__Exercise requirements__:
Without including any picture, return the complete set of records exactly.

__Data for this exercise__:
*** Block opens ***
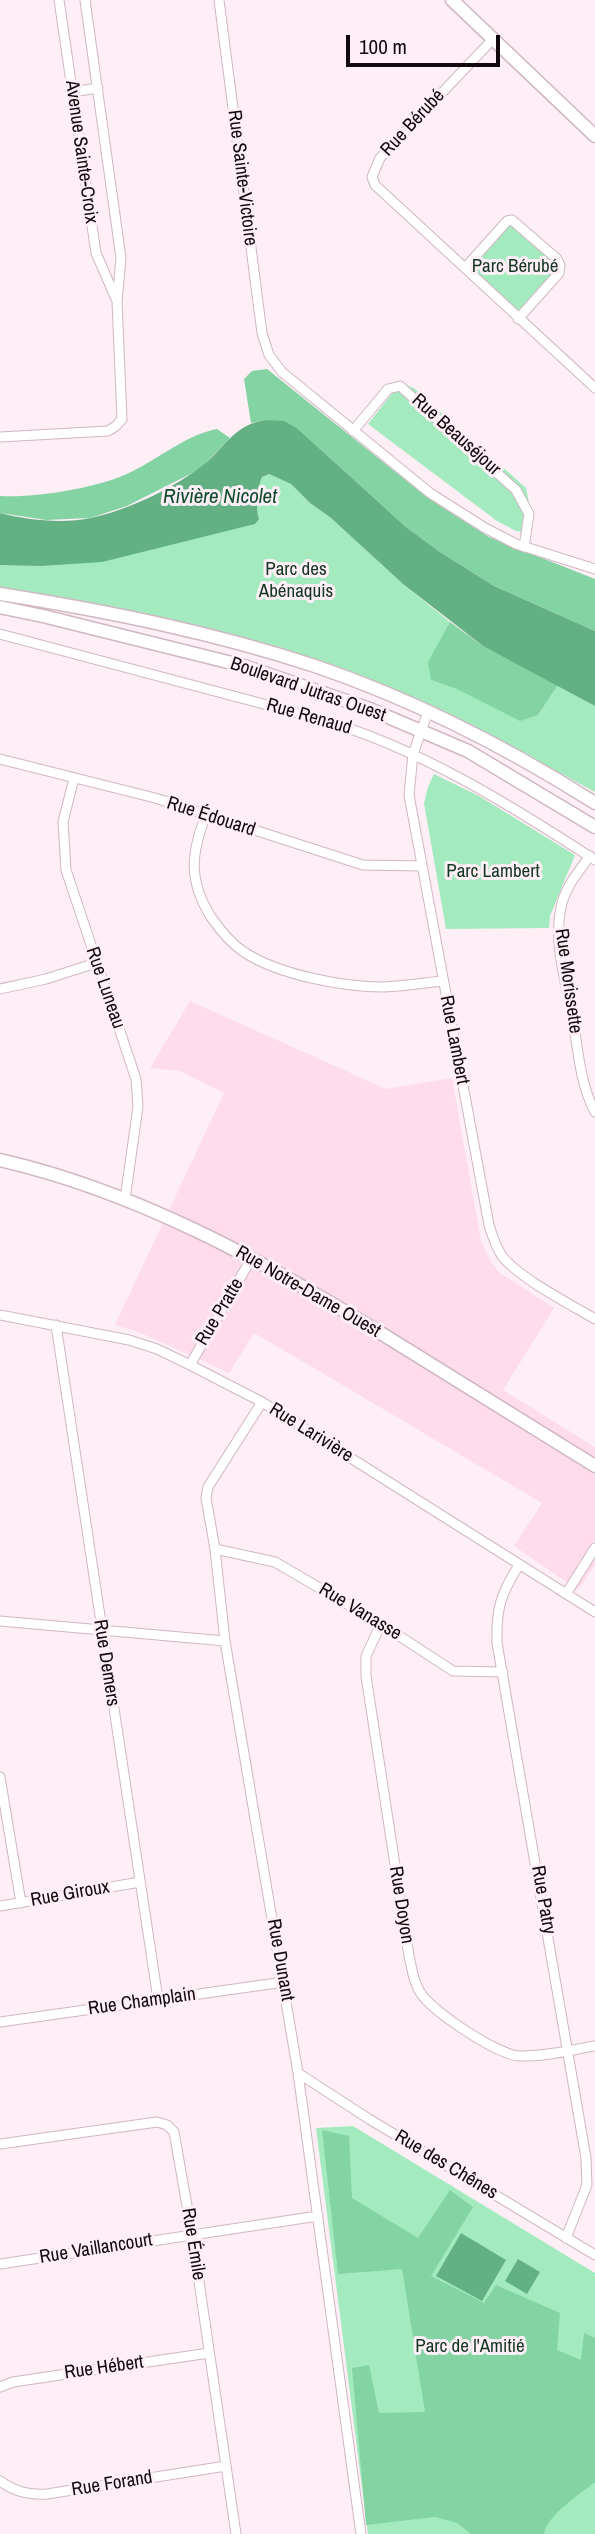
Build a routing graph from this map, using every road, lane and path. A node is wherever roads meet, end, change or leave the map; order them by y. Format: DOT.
graph roads {
  1 [pos="60,0"];
  2 [pos="85,0"];
  3 [pos="219,0"];
  4 [pos="453,0"];
  5 [pos="493,39"];
  6 [pos="98,88"];
  7 [pos="72,92"];
  8 [pos="595,135"];
  9 [pos="465,268"];
  10 [pos="117,301"];
  11 [pos="518,319"];
  12 [pos="595,388"];
  13 [pos="354,431"];
  14 [pos="0,437"];
  15 [pos="524,547"];
  16 [pos="595,569"];
  17 [pos="0,594"];
  18 [pos="0,607"];
  19 [pos="0,634"];
  20 [pos="428,712"];
  21 [pos="421,730"];
  22 [pos="413,754"];
  23 [pos="0,760"];
  24 [pos="74,778"];
  25 [pos="595,803"];
  26 [pos="206,815"];
  27 [pos="595,828"];
  28 [pos="592,858"];
  29 [pos="422,866"];
  30 [pos="96,963"];
  31 [pos="443,981"];
  32 [pos="0,989"];
  33 [pos="595,1112"];
  34 [pos="0,1160"];
  35 [pos="125,1199"];
  36 [pos="251,1259"];
  37 [pos="0,1315"];
  38 [pos="595,1319"];
  39 [pos="56,1325"];
  40 [pos="190,1365"];
  41 [pos="262,1402"];
  42 [pos="595,1466"];
  43 [pos="595,1548"];
  44 [pos="215,1549"];
  45 [pos="519,1565"];
  46 [pos="565,1594"];
  47 [pos="595,1612"];
  48 [pos="0,1621"];
  49 [pos="381,1624"];
  50 [pos="101,1630"];
  51 [pos="225,1641"];
  52 [pos="503,1672"];
  53 [pos="0,1777"];
  54 [pos="140,1882"];
  55 [pos="21,1903"];
  56 [pos="0,1906"];
  57 [pos="284,1982"];
  58 [pos="158,2000"];
  59 [pos="0,2022"];
  60 [pos="595,2046"];
  61 [pos="569,2050"];
  62 [pos="298,2073"];
  63 [pos="0,2144"];
  64 [pos="318,2216"];
  65 [pos="192,2234"];
  66 [pos="566,2238"];
  67 [pos="595,2255"];
  68 [pos="0,2264"];
  69 [pos="209,2353"];
  70 [pos="0,2387"];
  71 [pos="226,2466"];
  72 [pos="0,2481"];
  73 [pos="236,2534"];
  74 [pos="361,2534"];
  1 -- 7 [label="street, Avenue Sainte-Croix"];
  2 -- 6 [label="street, Avenue Sainte-Croix"];
  3 -- 13 [label="street, Rue Sainte-Victoire"];
  4 -- 5 [label="main road"];
  5 -- 8 [label="main road"];
  5 -- 9 [label="street, Rue Bérubé"];
  6 -- 7 [label="street"];
  6 -- 10 [label="street, Avenue Sainte-Croix"];
  7 -- 10 [label="street, Avenue Sainte-Croix"];
  9 -- 11 [label="street, Rue Bérubé"];
  9 -- 11 [label="street"];
  10 -- 14 [label="street, Avenue Sainte-Croix"];
  11 -- 12 [label="street, Rue Bérubé"];
  13 -- 15 [label="street"];
  13 -- 15 [label="street, Rue Beauséjour"];
  15 -- 16 [label="street"];
  17 -- 20 [label="main road, Boulevard Jutras Ouest"];
  18 -- 21 [label="main road, Boulevard Jutras Ouest"];
  19 -- 22 [label="street, Rue Renaud"];
  20 -- 21 [label="street, Rue Lambert"];
  20 -- 25 [label="main road, Boulevard Jutras Ouest"];
  21 -- 22 [label="street, Rue Lambert"];
  21 -- 27 [label="main road, Boulevard Jutras Ouest"];
  22 -- 28 [label="street, Rue Renaud"];
  22 -- 29 [label="street, Rue Lambert"];
  23 -- 24 [label="street, Rue Édouard"];
  24 -- 26 [label="street, Rue Édouard"];
  24 -- 30 [label="street, Rue Luneau"];
  26 -- 29 [label="street, Rue Édouard"];
  26 -- 31 [label="street"];
  28 -- 33 [label="street, Rue Morissette"];
  29 -- 31 [label="street, Rue Lambert"];
  30 -- 32 [label="street"];
  30 -- 35 [label="street, Rue Luneau"];
  31 -- 38 [label="street, Rue Lambert"];
  34 -- 35 [label="main road, Rue Notre-Dame Ouest"];
  35 -- 36 [label="main road, Rue Notre-Dame Ouest"];
  36 -- 40 [label="street, Rue Pratte"];
  36 -- 42 [label="main road, Rue Notre-Dame Ouest"];
  37 -- 39 [label="street, Rue Larivière"];
  39 -- 40 [label="street, Rue Larivière"];
  39 -- 50 [label="street, Rue Demers"];
  40 -- 41 [label="street, Rue Larivière"];
  41 -- 44 [label="street, Rue Dunant"];
  41 -- 45 [label="street, Rue Larivière"];
  43 -- 46 [label="street"];
  44 -- 49 [label="street, Rue Vanasse"];
  44 -- 51 [label="street, Rue Dunant"];
  45 -- 46 [label="street, Rue Larivière"];
  45 -- 52 [label="street, Rue Patry"];
  46 -- 47 [label="street, Rue Larivière"];
  48 -- 50 [label="street"];
  49 -- 52 [label="street, Rue Vanasse"];
  49 -- 61 [label="street, Rue Doyon"];
  50 -- 51 [label="street"];
  50 -- 54 [label="street, Rue Demers"];
  51 -- 57 [label="street, Rue Dunant"];
  52 -- 61 [label="street, Rue Patry"];
  53 -- 55 [label="street"];
  54 -- 55 [label="street, Rue Giroux"];
  54 -- 58 [label="street, Rue Demers"];
  55 -- 56 [label="street, Rue Giroux"];
  57 -- 58 [label="street, Rue Champlain"];
  57 -- 62 [label="street, Rue Dunant"];
  58 -- 59 [label="street, Rue Champlain"];
  60 -- 61 [label="street, Rue Doyon"];
  61 -- 66 [label="street, Rue Patry"];
  62 -- 64 [label="street, Rue Dunant"];
  62 -- 66 [label="street, Rue des Chênes"];
  63 -- 65 [label="street, Rue Émile"];
  64 -- 65 [label="street, Rue Vaillancourt"];
  64 -- 74 [label="street, Rue Dunant"];
  65 -- 68 [label="street, Rue Vaillancourt"];
  65 -- 69 [label="street, Rue Émile"];
  66 -- 67 [label="street, Rue des Chênes"];
  69 -- 70 [label="street, Rue Hébert"];
  69 -- 71 [label="street, Rue Émile"];
  71 -- 72 [label="street, Rue Forand"];
  71 -- 73 [label="street, Rue Émile"];
}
*** Block closes ***
__Result__:
Build a routing graph from this map, using every road, lane and path. A node is wherever roads meet, end, change or leave the map; order them by y. Format: DOT.
graph roads {
  1 [pos="60,0"];
  2 [pos="85,0"];
  3 [pos="219,0"];
  4 [pos="453,0"];
  5 [pos="493,39"];
  6 [pos="98,88"];
  7 [pos="72,92"];
  8 [pos="595,135"];
  9 [pos="465,268"];
  10 [pos="117,301"];
  11 [pos="518,319"];
  12 [pos="595,388"];
  13 [pos="354,431"];
  14 [pos="0,437"];
  15 [pos="524,547"];
  16 [pos="595,569"];
  17 [pos="0,594"];
  18 [pos="0,607"];
  19 [pos="0,634"];
  20 [pos="428,712"];
  21 [pos="421,730"];
  22 [pos="413,754"];
  23 [pos="0,760"];
  24 [pos="74,778"];
  25 [pos="595,803"];
  26 [pos="206,815"];
  27 [pos="595,828"];
  28 [pos="592,858"];
  29 [pos="422,866"];
  30 [pos="96,963"];
  31 [pos="443,981"];
  32 [pos="0,989"];
  33 [pos="595,1112"];
  34 [pos="0,1160"];
  35 [pos="125,1199"];
  36 [pos="251,1259"];
  37 [pos="0,1315"];
  38 [pos="595,1319"];
  39 [pos="56,1325"];
  40 [pos="190,1365"];
  41 [pos="262,1402"];
  42 [pos="595,1466"];
  43 [pos="595,1548"];
  44 [pos="215,1549"];
  45 [pos="519,1565"];
  46 [pos="565,1594"];
  47 [pos="595,1612"];
  48 [pos="0,1621"];
  49 [pos="381,1624"];
  50 [pos="101,1630"];
  51 [pos="225,1641"];
  52 [pos="503,1672"];
  53 [pos="0,1777"];
  54 [pos="140,1882"];
  55 [pos="21,1903"];
  56 [pos="0,1906"];
  57 [pos="284,1982"];
  58 [pos="158,2000"];
  59 [pos="0,2022"];
  60 [pos="595,2046"];
  61 [pos="569,2050"];
  62 [pos="298,2073"];
  63 [pos="0,2144"];
  64 [pos="318,2216"];
  65 [pos="192,2234"];
  66 [pos="566,2238"];
  67 [pos="595,2255"];
  68 [pos="0,2264"];
  69 [pos="209,2353"];
  70 [pos="0,2387"];
  71 [pos="226,2466"];
  72 [pos="0,2481"];
  73 [pos="236,2534"];
  74 [pos="361,2534"];
  1 -- 7 [label="street, Avenue Sainte-Croix"];
  2 -- 6 [label="street, Avenue Sainte-Croix"];
  3 -- 13 [label="street, Rue Sainte-Victoire"];
  4 -- 5 [label="main road"];
  5 -- 8 [label="main road"];
  5 -- 9 [label="street, Rue Bérubé"];
  6 -- 7 [label="street"];
  6 -- 10 [label="street, Avenue Sainte-Croix"];
  7 -- 10 [label="street, Avenue Sainte-Croix"];
  9 -- 11 [label="street, Rue Bérubé"];
  9 -- 11 [label="street"];
  10 -- 14 [label="street, Avenue Sainte-Croix"];
  11 -- 12 [label="street, Rue Bérubé"];
  13 -- 15 [label="street"];
  13 -- 15 [label="street, Rue Beauséjour"];
  15 -- 16 [label="street"];
  17 -- 20 [label="main road, Boulevard Jutras Ouest"];
  18 -- 21 [label="main road, Boulevard Jutras Ouest"];
  19 -- 22 [label="street, Rue Renaud"];
  20 -- 21 [label="street, Rue Lambert"];
  20 -- 25 [label="main road, Boulevard Jutras Ouest"];
  21 -- 22 [label="street, Rue Lambert"];
  21 -- 27 [label="main road, Boulevard Jutras Ouest"];
  22 -- 28 [label="street, Rue Renaud"];
  22 -- 29 [label="street, Rue Lambert"];
  23 -- 24 [label="street, Rue Édouard"];
  24 -- 26 [label="street, Rue Édouard"];
  24 -- 30 [label="street, Rue Luneau"];
  26 -- 29 [label="street, Rue Édouard"];
  26 -- 31 [label="street"];
  28 -- 33 [label="street, Rue Morissette"];
  29 -- 31 [label="street, Rue Lambert"];
  30 -- 32 [label="street"];
  30 -- 35 [label="street, Rue Luneau"];
  31 -- 38 [label="street, Rue Lambert"];
  34 -- 35 [label="main road, Rue Notre-Dame Ouest"];
  35 -- 36 [label="main road, Rue Notre-Dame Ouest"];
  36 -- 40 [label="street, Rue Pratte"];
  36 -- 42 [label="main road, Rue Notre-Dame Ouest"];
  37 -- 39 [label="street, Rue Larivière"];
  39 -- 40 [label="street, Rue Larivière"];
  39 -- 50 [label="street, Rue Demers"];
  40 -- 41 [label="street, Rue Larivière"];
  41 -- 44 [label="street, Rue Dunant"];
  41 -- 45 [label="street, Rue Larivière"];
  43 -- 46 [label="street"];
  44 -- 49 [label="street, Rue Vanasse"];
  44 -- 51 [label="street, Rue Dunant"];
  45 -- 46 [label="street, Rue Larivière"];
  45 -- 52 [label="street, Rue Patry"];
  46 -- 47 [label="street, Rue Larivière"];
  48 -- 50 [label="street"];
  49 -- 52 [label="street, Rue Vanasse"];
  49 -- 61 [label="street, Rue Doyon"];
  50 -- 51 [label="street"];
  50 -- 54 [label="street, Rue Demers"];
  51 -- 57 [label="street, Rue Dunant"];
  52 -- 61 [label="street, Rue Patry"];
  53 -- 55 [label="street"];
  54 -- 55 [label="street, Rue Giroux"];
  54 -- 58 [label="street, Rue Demers"];
  55 -- 56 [label="street, Rue Giroux"];
  57 -- 58 [label="street, Rue Champlain"];
  57 -- 62 [label="street, Rue Dunant"];
  58 -- 59 [label="street, Rue Champlain"];
  60 -- 61 [label="street, Rue Doyon"];
  61 -- 66 [label="street, Rue Patry"];
  62 -- 64 [label="street, Rue Dunant"];
  62 -- 66 [label="street, Rue des Chênes"];
  63 -- 65 [label="street, Rue Émile"];
  64 -- 65 [label="street, Rue Vaillancourt"];
  64 -- 74 [label="street, Rue Dunant"];
  65 -- 68 [label="street, Rue Vaillancourt"];
  65 -- 69 [label="street, Rue Émile"];
  66 -- 67 [label="street, Rue des Chênes"];
  69 -- 70 [label="street, Rue Hébert"];
  69 -- 71 [label="street, Rue Émile"];
  71 -- 72 [label="street, Rue Forand"];
  71 -- 73 [label="street, Rue Émile"];
}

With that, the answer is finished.